We conclude that defendant’s motion to modify failed to allege facts which would support a finding of a substantial change in circumstances which would have allowed the trial court to proceed to modify child support. The trial court did not err when it dismissed the motion. Accordingly, the 19 April 2007 order of the trial court is affirmed.
Judges HUNTER and CALABRIA concur.
1. The original child support order and the 1996 modification order were not included in the record, but they are referenced by later modification orders appearing in the record, and neither party has disputed their existence or terms.
2. The “complaint” for modification, as it was entitled in Massachusetts, was filed in the same court file as the original child support order and the modification orders. Under North Carolina practice, the “complaint” would have been referred to as a motion in the cause to modify child support.
3. Plaintiff referred to this order as the “October 5, 2005” order and the trial court referred to it as the “October 7, 2005” order.
4. We note that “[a] tribunal of this State may not modify any aspect of a child support order that may not be modified under the law of the issuing state.” N.C. Gen.Stat. § 52C-6-611(c) (2005). However, because defendant did not show changed circumstances in his motion to modify, the trial court did not reach this question. See McGee v. McGee, 118 N.C.App. 19, 26-27, 453 S.E.2d 531, 535-36, disc. review denied, 340 N.C. 359, 458 S.E.2d 189 (1995).
5. The existence of this order is uncertain as it does not appear in the record, nor is reference made to it by any order or judgment appearing in the record.

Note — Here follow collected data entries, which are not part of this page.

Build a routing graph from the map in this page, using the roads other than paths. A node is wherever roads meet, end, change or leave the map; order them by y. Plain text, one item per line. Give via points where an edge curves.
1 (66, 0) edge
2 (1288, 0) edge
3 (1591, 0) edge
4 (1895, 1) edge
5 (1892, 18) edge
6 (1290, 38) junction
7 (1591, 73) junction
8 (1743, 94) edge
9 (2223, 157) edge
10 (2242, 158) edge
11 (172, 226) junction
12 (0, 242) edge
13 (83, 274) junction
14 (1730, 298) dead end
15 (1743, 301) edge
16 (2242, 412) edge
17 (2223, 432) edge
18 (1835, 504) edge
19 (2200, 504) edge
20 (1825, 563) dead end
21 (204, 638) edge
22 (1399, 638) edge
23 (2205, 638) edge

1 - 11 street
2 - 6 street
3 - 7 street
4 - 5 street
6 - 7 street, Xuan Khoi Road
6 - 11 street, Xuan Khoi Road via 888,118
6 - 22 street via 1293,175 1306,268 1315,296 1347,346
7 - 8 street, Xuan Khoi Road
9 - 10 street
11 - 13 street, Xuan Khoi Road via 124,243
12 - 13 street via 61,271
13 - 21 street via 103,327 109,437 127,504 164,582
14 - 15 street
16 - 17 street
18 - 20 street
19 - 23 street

6. We note that the record before us does not contain an Affidavit of Income, Assets, and Expenses for either party, as required by Rule 29 of the Case Management Rules for the District Court of the Eighteenth Judicial District (“CMR”). This affidavit is required by those rules to be attached to the pleading for modification of child support. The record also contains no indication that either party ever served or filed any of the financial documentation as required for motions to modify child support by CMR 29.2. Thus, the trial court did not have the opportunity to consider even this basic financial information which might be expected in a case regarding modification of child support.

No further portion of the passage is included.